**ASSIGNMENT**
Each entry must come back word for word; drop the images as you go.

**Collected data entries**
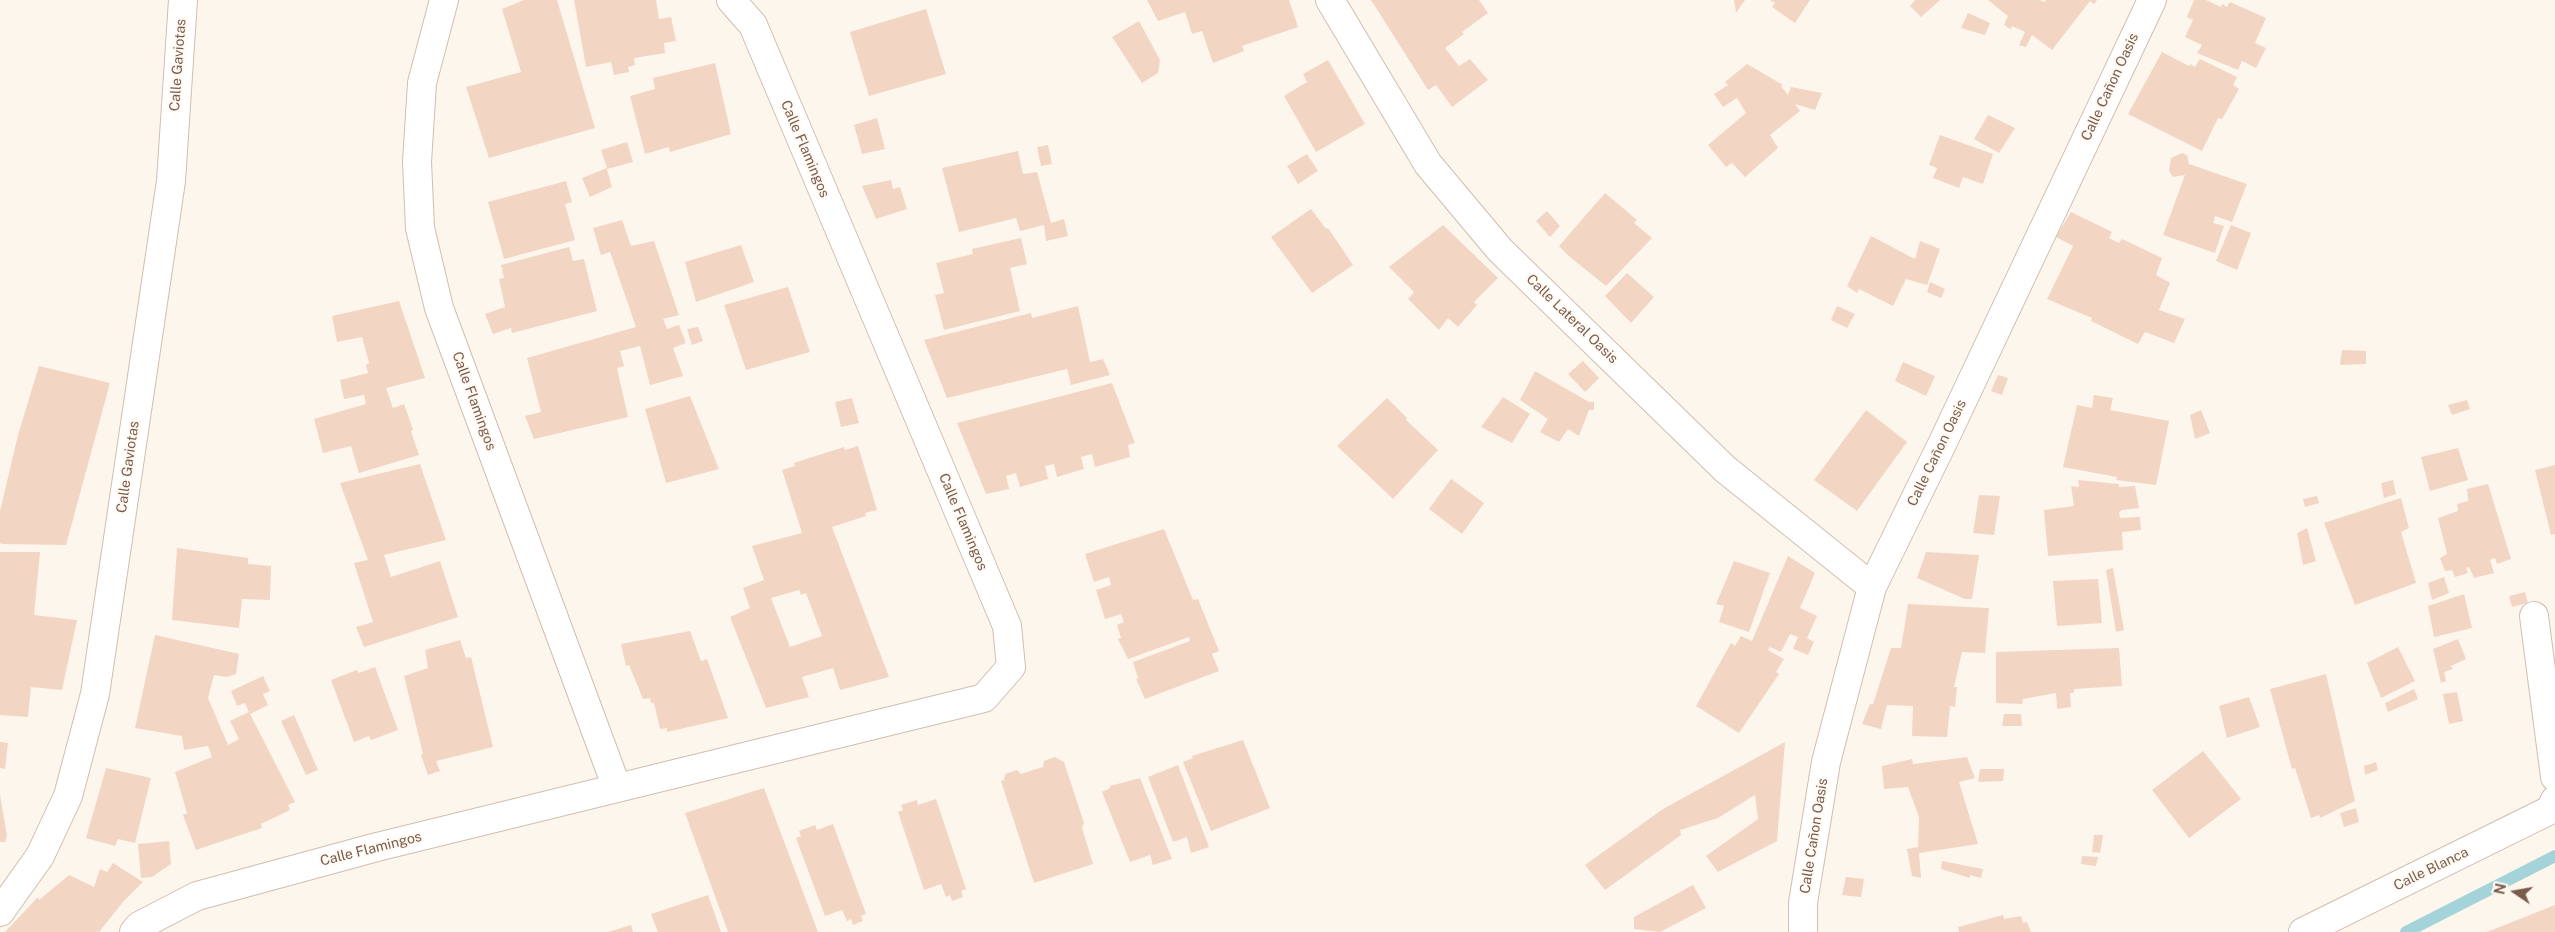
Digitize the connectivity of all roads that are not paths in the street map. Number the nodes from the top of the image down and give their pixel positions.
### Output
1 (182, 0) edge
2 (444, 0) edge
3 (730, 0) edge
4 (1330, 0) edge
5 (2152, 0) edge
6 (1872, 587) junction
7 (2534, 616) dead end
8 (2555, 777) edge
9 (617, 788) junction
10 (2555, 800) edge
11 (0, 912) edge
12 (134, 932) edge
13 (1803, 932) edge
14 (2303, 932) edge

1 - 11 street, Calle Gaviotas
2 - 9 street, Calle Flamingos
3 - 9 street, Calle Flamingos
4 - 6 street, Calle Lateral Oasis
5 - 6 street, Calle Cañon Oasis
6 - 13 street, Calle Cañon Oasis
7 - 8 street
9 - 12 street, Calle Flamingos
10 - 14 street, Calle Blanca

**ANSWER SECTION**
Digitize the connectivity of all roads that are not paths in the street map. Number the nodes from the top of the image down and give their pixel positions.
### Output
1 (182, 0) edge
2 (444, 0) edge
3 (730, 0) edge
4 (1330, 0) edge
5 (2152, 0) edge
6 (1872, 587) junction
7 (2534, 616) dead end
8 (2555, 777) edge
9 (617, 788) junction
10 (2555, 800) edge
11 (0, 912) edge
12 (134, 932) edge
13 (1803, 932) edge
14 (2303, 932) edge

1 - 11 street, Calle Gaviotas
2 - 9 street, Calle Flamingos
3 - 9 street, Calle Flamingos
4 - 6 street, Calle Lateral Oasis
5 - 6 street, Calle Cañon Oasis
6 - 13 street, Calle Cañon Oasis
7 - 8 street
9 - 12 street, Calle Flamingos
10 - 14 street, Calle Blanca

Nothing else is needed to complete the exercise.